Batch Audio Conversion for IVR (Interactive Voice Response) – WMA, WAV 8bit u-Law

Recently I recorded and edited some voice cues for a savings bank’s phone support centre. I’ve done this before but this was the first time I’d been asked to convert output for playback on the end-client’s IVR system.

Apparently there are a couple common standard formats in use depending on which IVR tech is deployed. Windows Media Audio (*.wma) is one and the other is PCM .wav but using a particular encoding scheme known as µ-law (pronounced ‘mew’ Law, or YOU Law more colloquially) and very low sample rates. For more detailed information on µ-law encoding, see this Wikipedia entry.
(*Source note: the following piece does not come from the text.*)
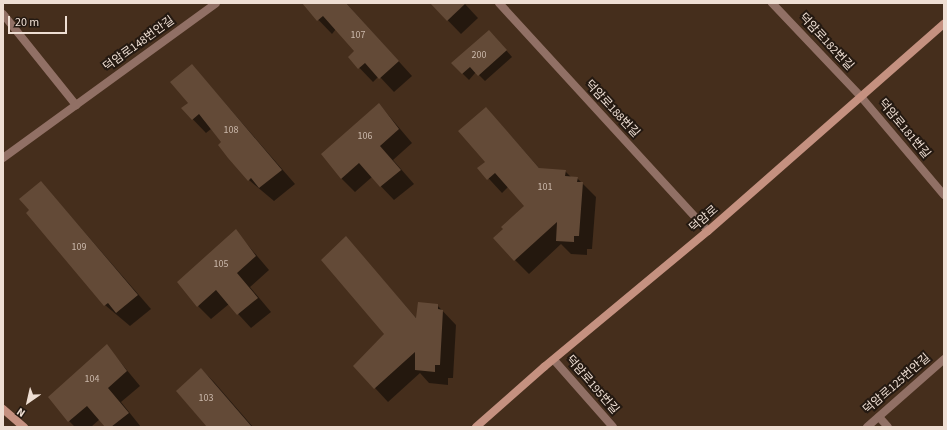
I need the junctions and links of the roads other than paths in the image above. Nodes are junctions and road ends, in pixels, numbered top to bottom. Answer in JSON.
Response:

Neither of these formats are in common use anymore, especially 8kHz u-law WAV. As such, I had a tricky time doing the necessary batch conversion from high-res edited audio files. For batch audio processing I normally use the batch module in iZotope RX but that software doesn’t support either WMA or u-law WAV.

For my own reference, and in case this may be helpful to others in the future, detailed below are the methods I landed on. They use free, multi-platform command line tools. These aren’t especially complicated but because the programs don’t have a graphical user interface (GUI), users inexperienced with command-line tools may feel intimidated. I’ll try to make this easy.

If you’re on a Mac you can use the Homebrew package manager to download and install the tools required. If you use Windows then I think you can use the native Windows Package Manager (winget) in the PowerShell to the same end. I’ll go into detail on the Mac route because that’s my platform of choice. The same basic methods will apply to Windows and Linux users as well.

Table of Contents

WAV – 8-bit, 8kHz, u-Law – Format Overview

This format is optimized for very low filesize/bandwidth and predates the kind of psychoacoustic compression technology at play in newer formats like mp3.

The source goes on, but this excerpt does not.